Suivre le Christ, chers jeunes, comporte en outre l'effort constant d'apporter sa contribution à l'édification d'une société plus juste et solidaire, où tous puissent jouir des biens de la terre. Je sais qu'un grand nombre d'entre vous se consacrent avec générosité à témoigner de leur foi dans les divers milieux sociaux, en étant actifs dans le domaine du volontariat, en oeuvrant à la promotion du bien commun, de la paix et de la justice dans chaque communauté. L'un des domaines dans lequel il apparaît urgent d'oeuvrer, est sans aucun doute la protection de la création. L'avenir de la planète, sur laquelle sont évidents les signes d'un développement qui n'a pas toujours su protéger les équilibres délicats de la nature, est confié aux nouvelles générations. Avant qu'il ne soit trop tard, il faut faire des choix courageux, qui sachent recréer une solide alliance entre l'homme et la terre. Un oui ferme est nécessaire pour la protection de la création, ainsi qu'un engagement puissant pour inverser les tendances qui risquent de conduire à des situations de dégradation irréversible. C'est pourquoi j'ai apprécié l'initiative de l'Eglise italienne de promouvoir la sensibilité sur les problématiques de la protection de la création, en instituant une Journée nationale, qui tombe précisément le 1 septembre. Cette année, l'attention se porte en particulier sur l'eau, un bien précieux qui, s'il n'est pas partagé de façon équitable et pacifique, deviendra malheureusement un motif de graves tensions et d'âpres conflits.
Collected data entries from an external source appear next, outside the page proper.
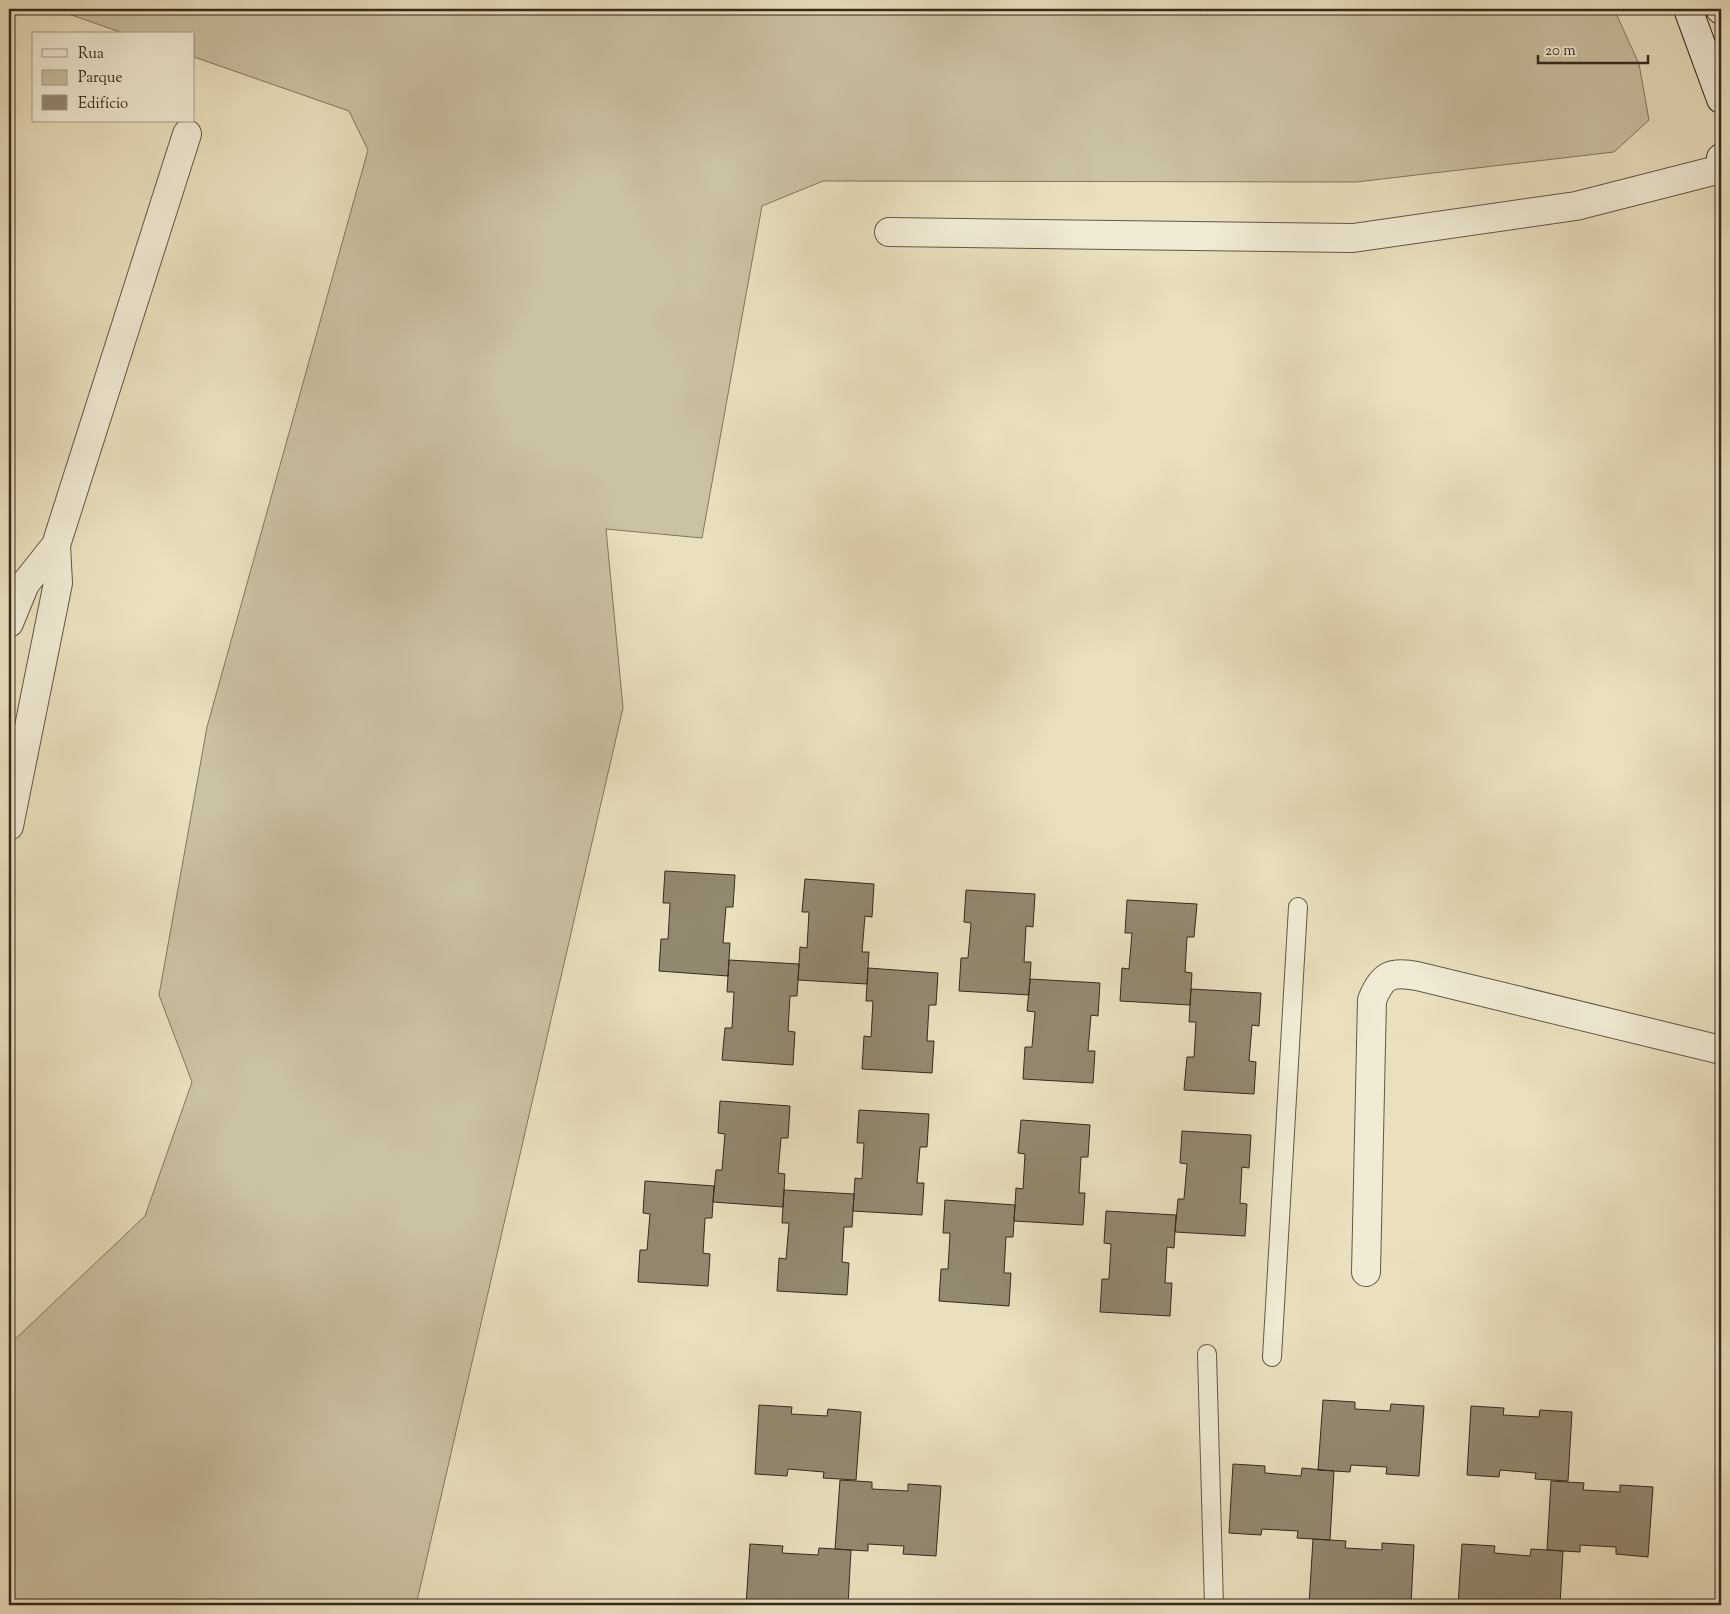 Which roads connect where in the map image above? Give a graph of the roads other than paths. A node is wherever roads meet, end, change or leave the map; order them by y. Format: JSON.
{"nodes":[{"id":1,"x":1688,"y":9,"type":"edge"},
{"id":2,"x":1721,"y":99,"type":"edge"},
{"id":3,"x":187,"y":134,"type":"dead end"},
{"id":4,"x":1721,"y":168,"type":"edge"},
{"id":5,"x":889,"y":232,"type":"dead end"},
{"id":6,"x":56,"y":545,"type":"junction"},
{"id":7,"x":9,"y":623,"type":"edge"},
{"id":8,"x":9,"y":826,"type":"edge"},
{"id":9,"x":1298,"y":907,"type":"dead end"},
{"id":10,"x":1721,"y":1050,"type":"edge"},
{"id":11,"x":1366,"y":1272,"type":"dead end"},
{"id":12,"x":1208,"y":1354,"type":"dead end"},
{"id":13,"x":1272,"y":1357,"type":"dead end"},
{"id":14,"x":1214,"y":1605,"type":"edge"}],
"edges":[{"from":1,"to":2,"type":"street"},
{"from":3,"to":6,"type":"street"},
{"from":4,"to":5,"type":"street"},
{"from":6,"to":7,"type":"street"},
{"from":6,"to":8,"type":"street"},
{"from":9,"to":13,"type":"lane"},
{"from":10,"to":11,"type":"street"},
{"from":12,"to":14,"type":"lane"}]} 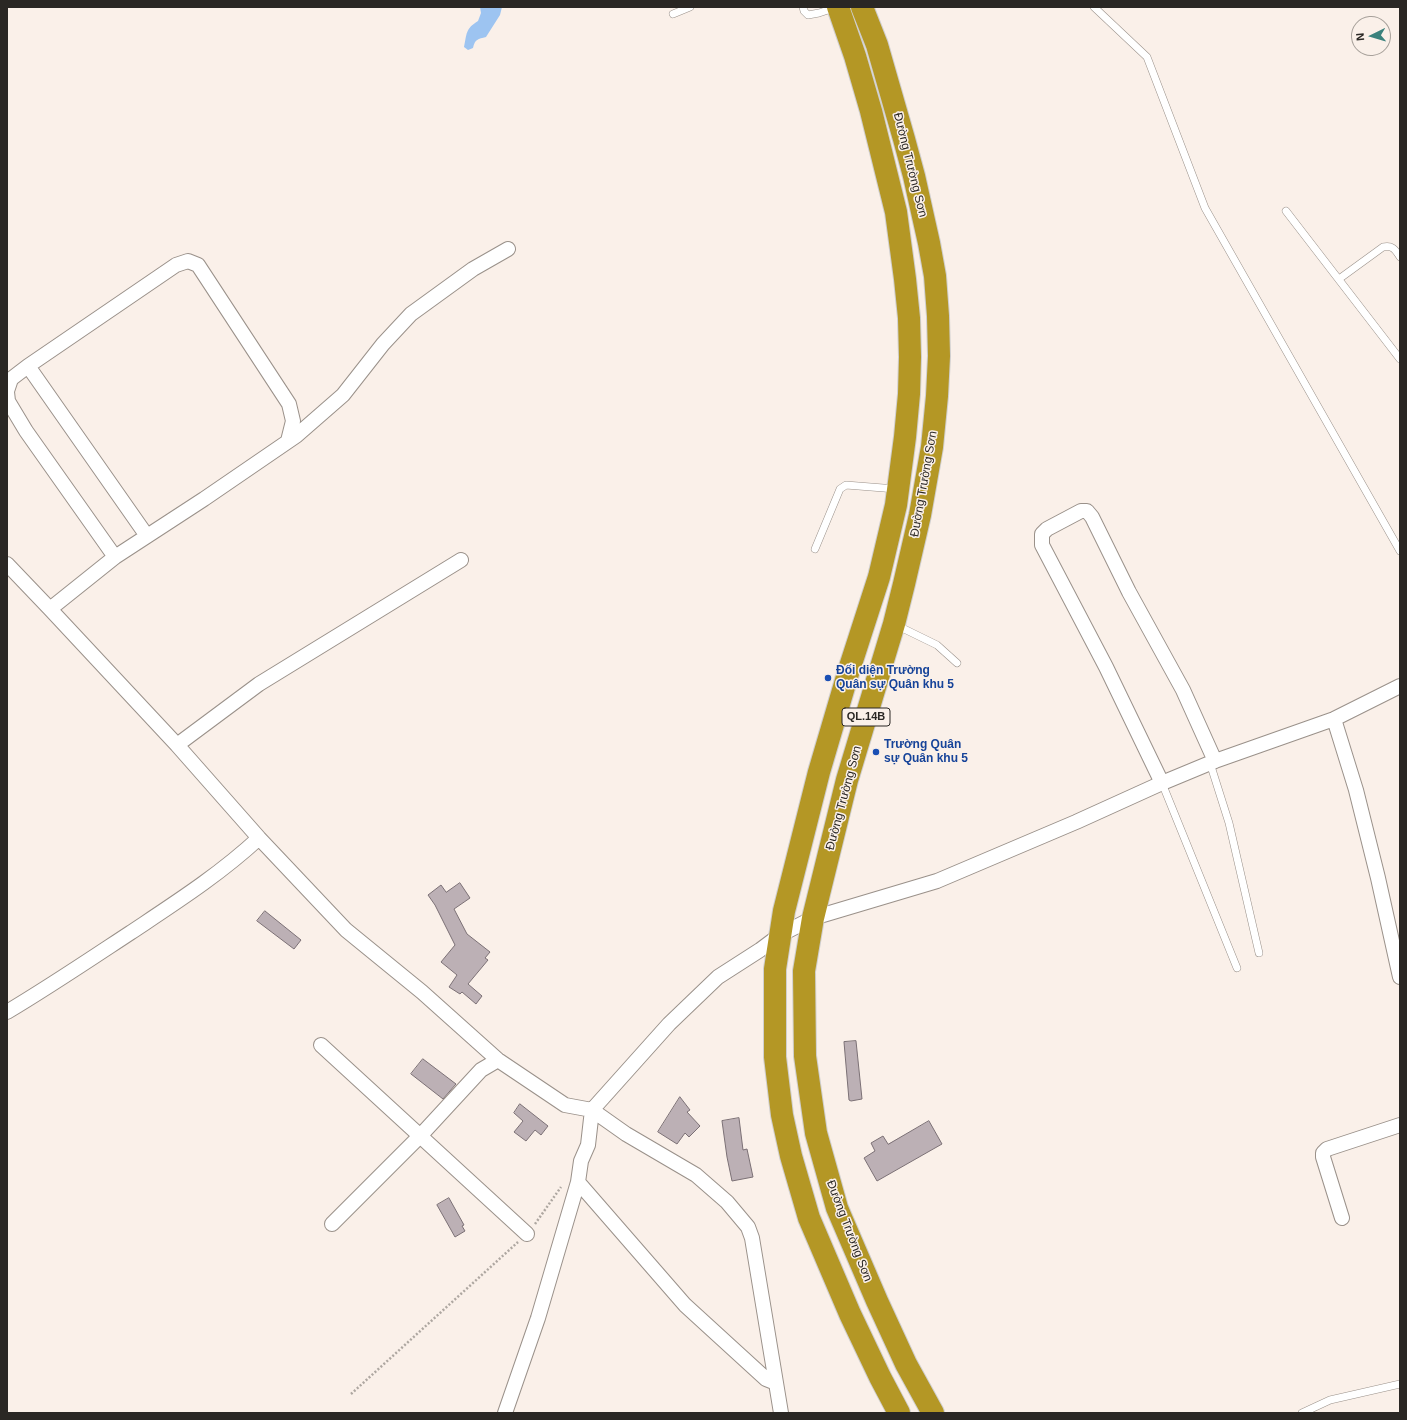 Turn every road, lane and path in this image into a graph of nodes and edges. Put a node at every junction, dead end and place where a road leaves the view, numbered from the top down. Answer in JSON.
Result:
{"nodes":[{"id":1,"x":690,"y":7,"type":"edge"},
{"id":2,"x":803,"y":7,"type":"edge"},
{"id":3,"x":838,"y":7,"type":"edge"},
{"id":4,"x":862,"y":7,"type":"edge"},
{"id":5,"x":1094,"y":7,"type":"edge"},
{"id":6,"x":673,"y":14,"type":"dead end"},
{"id":7,"x":1286,"y":211,"type":"dead end"},
{"id":8,"x":508,"y":249,"type":"dead end"},
{"id":9,"x":1400,"y":257,"type":"edge"},
{"id":10,"x":1339,"y":278,"type":"junction"},
{"id":11,"x":1400,"y":359,"type":"edge"},
{"id":12,"x":28,"y":366,"type":"junction"},
{"id":13,"x":7,"y":392,"type":"edge"},
{"id":14,"x":288,"y":441,"type":"junction"},
{"id":15,"x":898,"y":489,"type":"junction"},
{"id":16,"x":147,"y":536,"type":"junction"},
{"id":17,"x":815,"y":549,"type":"dead end"},
{"id":18,"x":1400,"y":551,"type":"edge"},
{"id":19,"x":115,"y":557,"type":"junction"},
{"id":20,"x":461,"y":560,"type":"dead end"},
{"id":21,"x":7,"y":564,"type":"edge"},
{"id":22,"x":50,"y":609,"type":"junction"},
{"id":23,"x":894,"y":624,"type":"junction"},
{"id":24,"x":957,"y":663,"type":"dead end"},
{"id":25,"x":1400,"y":686,"type":"edge"},
{"id":26,"x":1334,"y":719,"type":"junction"},
{"id":27,"x":177,"y":745,"type":"junction"},
{"id":28,"x":1213,"y":762,"type":"junction"},
{"id":29,"x":1162,"y":783,"type":"junction"},
{"id":30,"x":259,"y":838,"type":"junction"},
{"id":31,"x":813,"y":918,"type":"junction"},
{"id":32,"x":780,"y":935,"type":"junction"},
{"id":33,"x":1259,"y":953,"type":"dead end"},
{"id":34,"x":1237,"y":968,"type":"dead end"},
{"id":35,"x":1400,"y":977,"type":"edge"},
{"id":36,"x":7,"y":1012,"type":"edge"},
{"id":37,"x":321,"y":1045,"type":"dead end"},
{"id":38,"x":498,"y":1060,"type":"junction"},
{"id":39,"x":592,"y":1110,"type":"junction"},
{"id":40,"x":1400,"y":1125,"type":"edge"},
{"id":41,"x":421,"y":1135,"type":"junction"},
{"id":42,"x":578,"y":1182,"type":"junction"},
{"id":43,"x":563,"y":1185,"type":"dead end"},
{"id":44,"x":1342,"y":1218,"type":"dead end"},
{"id":45,"x":332,"y":1224,"type":"dead end"},
{"id":46,"x":527,"y":1234,"type":"junction"},
{"id":47,"x":776,"y":1383,"type":"junction"},
{"id":48,"x":1400,"y":1384,"type":"edge"},
{"id":49,"x":351,"y":1394,"type":"dead end"},
{"id":50,"x":505,"y":1413,"type":"edge"},
{"id":51,"x":781,"y":1413,"type":"edge"},
{"id":52,"x":899,"y":1413,"type":"edge"},
{"id":53,"x":933,"y":1413,"type":"edge"},
{"id":54,"x":1302,"y":1413,"type":"edge"}],
"edges":[{"from":1,"to":6,"type":"lane"},
{"from":2,"to":3,"type":"lane"},
{"from":3,"to":15,"type":"highway","name":"Đường Trường Sơn","number":"QL.14B"},
{"from":4,"to":23,"type":"highway","name":"Đường Trường Sơn","number":"QL.14B"},
{"from":5,"to":18,"type":"lane"},
{"from":7,"to":10,"type":"lane"},
{"from":8,"to":14,"type":"street"},
{"from":9,"to":10,"type":"lane"},
{"from":10,"to":11,"type":"lane"},
{"from":12,"to":13,"type":"street"},
{"from":12,"to":14,"type":"street"},
{"from":12,"to":16,"type":"street"},
{"from":13,"to":19,"type":"street"},
{"from":14,"to":16,"type":"street"},
{"from":15,"to":17,"type":"lane"},
{"from":15,"to":32,"type":"highway","name":"Đường Trường Sơn","number":"QL.14B"},
{"from":16,"to":19,"type":"street"},
{"from":19,"to":22,"type":"street"},
{"from":20,"to":27,"type":"street"},
{"from":21,"to":22,"type":"street"},
{"from":22,"to":27,"type":"street"},
{"from":23,"to":24,"type":"lane"},
{"from":23,"to":31,"type":"highway","name":"Đường Trường Sơn","number":"QL.14B"},
{"from":25,"to":26,"type":"street"},
{"from":26,"to":28,"type":"street"},
{"from":26,"to":35,"type":"street"},
{"from":27,"to":30,"type":"street"},
{"from":28,"to":29,"type":"street"},
{"from":28,"to":29,"type":"street"},
{"from":28,"to":33,"type":"lane"},
{"from":29,"to":31,"type":"street"},
{"from":29,"to":34,"type":"lane"},
{"from":30,"to":36,"type":"street"},
{"from":30,"to":38,"type":"street"},
{"from":31,"to":32,"type":"street"},
{"from":31,"to":53,"type":"highway","name":"Đường Trường Sơn","number":"QL.14B"},
{"from":32,"to":39,"type":"street"},
{"from":32,"to":52,"type":"highway","name":"Đường Trường Sơn","number":"QL.14B"},
{"from":37,"to":41,"type":"street"},
{"from":38,"to":39,"type":"street"},
{"from":38,"to":41,"type":"street"},
{"from":39,"to":42,"type":"street"},
{"from":39,"to":47,"type":"street"},
{"from":40,"to":44,"type":"street"},
{"from":41,"to":45,"type":"street"},
{"from":41,"to":46,"type":"street"},
{"from":42,"to":47,"type":"street"},
{"from":42,"to":50,"type":"street"},
{"from":43,"to":46,"type":"path"},
{"from":46,"to":49,"type":"path"},
{"from":47,"to":51,"type":"street"},
{"from":48,"to":54,"type":"lane"}]}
Chers jeunes amis, après avoir écouté vos réflexions d'hier soir et de cette nuit, en me laissant guider par la Parole de Dieu, j'ai voulu à présent vous confier mes réflexions, qui veulent être un encouragement paternel à suivre le Christ pour être témoins de son espérance et de son amour. Pour ma part, je continuerai d'être proche de vous par la prière et l'affection, afin que vous poursuiviez avec enthousiasme le chemin de l'Agorà, cet itinéraire triennal particulier d'écoute, de dialogue et de mission. En concluant aujourd'hui la première année à travers cette magnifique rencontre, je ne peux manquer de vous inviter à vous tourner déjà vers le grand rendez-vous de la Journée mondiale de la Jeunesse, qui se tiendra l'an prochain à Sydney, au mois de juillet. Je vous invite à vous préparer à cette grande manifestation de foi des jeunes, en méditant le Message qui approfondit le thème de l'Esprit Saint, pour vivre ensemble un nouveau printemps de l'Esprit. Je vous attends donc nombreux en Australie également, en conclusion de votre deuxième année de l'Agorà. Tournons enfin, une fois de plus, notre regard vers Marie, modèle d'humilité et de courage. Vierge de Nazareth, aide-nous à être dociles à l'oeuvre de l'Esprit Saint comme tu le fus toi-même; aide-nous à devenir toujours plus saints, disciples amoureux de ton Fils Jésus; soutiens et accompagne ces jeunes, afin qu' ils soient de joyeux et infatigables missionnaires de l'Evangile parmi les jeunes de leur âge, dans toutes les régions d'Italie. Amen!